We all know the importance of making a will but before you begin the process there are a number of things to consider. In this article, Gayle Woods, wills and probate lawyer at Mooney Everett Solicitors in West Lancashire, shares her top six points to consider before making a will.
1. Who will be the executors?
The executors are the individuals that you name to act on your behalf to carry out your wishes in your will. You can have up to four but we usually recommend that you have two. The people you name as executors can also be beneficiaries of your will.
2. Do I need to appoint guardians in my will?
You do need to appoint one or two people as guardians if you have children under the age of 18 years old. Your will is one of the few places you can record your wishes about who you wish to look after your children should both of their parents have died before they are 18 years old.
3. Who will be my beneficiaries?
You can name anyone you wish to be the beneficiaries of your will. We will need their full names and addresses. If they are under the age of 18 you will need to say how old you want the person to be before they can receive their legacy because they cannot receive their legacy until they are 18 years of age or older.
If you do not intend to make equal provision for your children then we recommended that a short written statement is prepared and signed by you confirming your reasons for this. If when you die, your will is challenged in court, your statement can be given as support for your will remaining as it is. A judge will consider your written reasons for making the will in the way you have. A statement does not stop this sort of application being made but it will help your executors defend any claim.
You can leave provision for charity. You will need to think about whether they are to have a specific amount from your estate or a share of the residue. There are also particular rules for charities if inheritance tax is going to impact on your estate which we would need to advise you on if this applies in your case.

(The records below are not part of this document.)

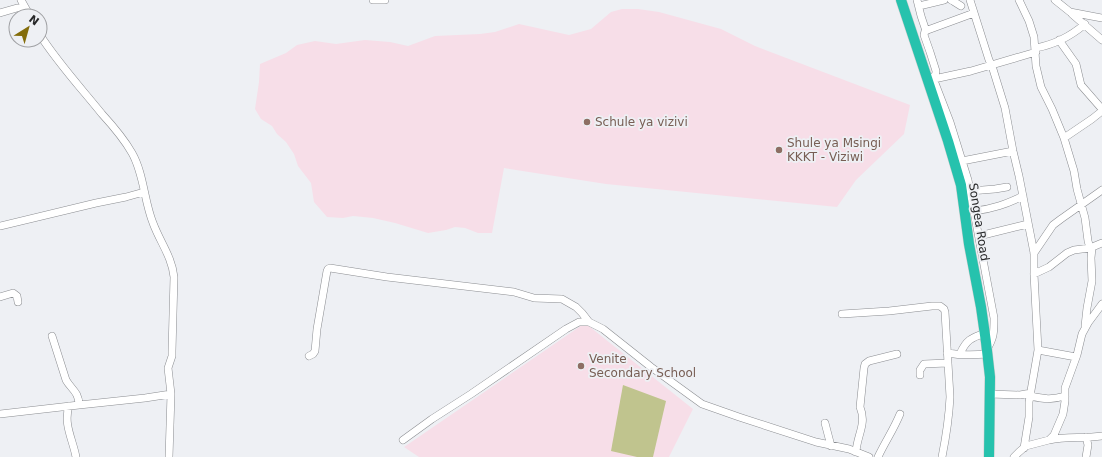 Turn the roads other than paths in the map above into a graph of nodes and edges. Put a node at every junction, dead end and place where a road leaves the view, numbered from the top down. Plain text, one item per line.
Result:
1 (20, 0) edge
2 (373, 0) edge
3 (385, 0) edge
4 (900, 0) edge
5 (944, 0) edge
6 (951, 0) edge
7 (970, 0) edge
8 (1019, 0) edge
9 (1055, 0) edge
10 (918, 3) edge
11 (960, 6) dead end
12 (25, 8) edge
13 (1070, 12) junction
14 (974, 13) junction
15 (1102, 18) edge
16 (1085, 24) junction
17 (926, 31) junction
18 (1059, 40) junction
19 (1102, 40) edge
20 (48, 47) edge
21 (1036, 50) junction
22 (992, 66) junction
23 (932, 79) junction
24 (1102, 110) edge
25 (1064, 138) junction
26 (1013, 151) junction
27 (962, 161) junction
28 (1007, 187) dead end
29 (1102, 190) edge
30 (970, 191) junction
31 (144, 192) junction
32 (1023, 196) junction
33 (1082, 204) junction
34 (974, 211) junction
35 (1028, 224) junction
36 (0, 226) edge
37 (979, 236) junction
38 (1102, 243) edge
39 (1091, 248) junction
40 (1034, 253) junction
41 (1034, 274) junction
42 (0, 297) edge
43 (18, 302) dead end
44 (1102, 304) edge
45 (842, 314) dead end
46 (588, 322) junction
47 (1084, 330) junction
48 (985, 333) junction
49 (52, 336) dead end
50 (1038, 350) junction
51 (987, 352) junction
52 (947, 353) junction
53 (897, 354) dead end
54 (960, 354) junction
55 (309, 356) dead end
56 (1076, 357) junction
57 (947, 363) junction
58 (920, 375) dead end
59 (171, 394) junction
60 (990, 394) junction
61 (1031, 395) junction
62 (1065, 396) junction
63 (79, 404) junction
64 (69, 406) junction
65 (0, 414) edge
66 (900, 414) dead end
67 (825, 423) dead end
68 (1102, 436) edge
69 (1086, 437) junction
70 (403, 440) dead end
71 (1049, 440) junction
72 (1102, 440) edge
73 (1088, 445) junction
74 (831, 446) junction
75 (1024, 448) junction
76 (856, 452) junction
77 (990, 456) edge
78 (76, 457) edge
79 (169, 457) edge
80 (869, 457) edge
81 (878, 457) edge
82 (942, 457) edge
83 (1014, 457) edge
84 (1086, 457) edge

1 - 12 street
2 - 3 street
4 - 23 highway, Songea Road
5 - 10 street
6 - 11 street
7 - 14 street
8 - 21 street
9 - 13 street
10 - 17 street
13 - 15 street
13 - 16 street
14 - 17 street
14 - 22 street
16 - 18 street
16 - 19 street
17 - 23 street
18 - 21 street
18 - 24 street
20 - 31 street
21 - 22 street
21 - 25 street
22 - 23 street
22 - 26 street
23 - 27 street
23 - 48 highway, Songea Road
24 - 25 street
25 - 33 street
26 - 27 street
26 - 32 street
27 - 30 street
28 - 30 street
29 - 33 street
30 - 34 street
31 - 36 street
31 - 59 street
32 - 34 street
32 - 35 street
33 - 39 street
33 - 40 street
34 - 37 street
35 - 37 street
35 - 40 street
37 - 51 street
38 - 39 street
39 - 41 street
39 - 47 street
40 - 41 street
41 - 50 street
42 - 43 street
44 - 47 street
45 - 52 street
46 - 55 street
46 - 70 street
46 - 74 street
47 - 56 street
48 - 51 highway, Songea Road
48 - 54 street
49 - 63 street
50 - 56 street
50 - 61 street
51 - 54 street
51 - 60 highway, Songea Road
52 - 54 street
52 - 57 street
53 - 76 street
56 - 62 street
57 - 58 street
57 - 82 street
59 - 63 street
59 - 79 street
60 - 61 street
60 - 77 highway, Songea Road
61 - 62 street
61 - 75 street
62 - 71 street
63 - 64 street
64 - 65 street
64 - 78 street
66 - 81 street
67 - 74 street
68 - 69 street
69 - 71 street
69 - 73 street
71 - 75 street
72 - 73 street
73 - 84 street
74 - 76 street
75 - 83 street
76 - 80 street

4. A final substitution clause – just in case
Once you have thought about who will be your beneficiaries, we will also ask you for final substitutionary beneficiaries. This means for you to consider who would be beneficiaries of the residue of your estate if none of your first choice beneficiaries survived you. It may be that this would be members of your extended family and/or charities; the choice is yours. However, it is important that this is included, just in case.
5. I have married for the second time
If this is the case, then you need to consider how you want to divide your assets, particularly if you want to make provision for your children from your first marriage and your spouse. There are ways you can do this which we can advise you on.
6. Do I need to include a trust in my will?
Not always. Trusts can be used in wills and are helpful to preserve assets for future generations and protect assets from third party claims. Trusts do not have to be complicated and we can advise you about trust options if they are relevant to your circumstances.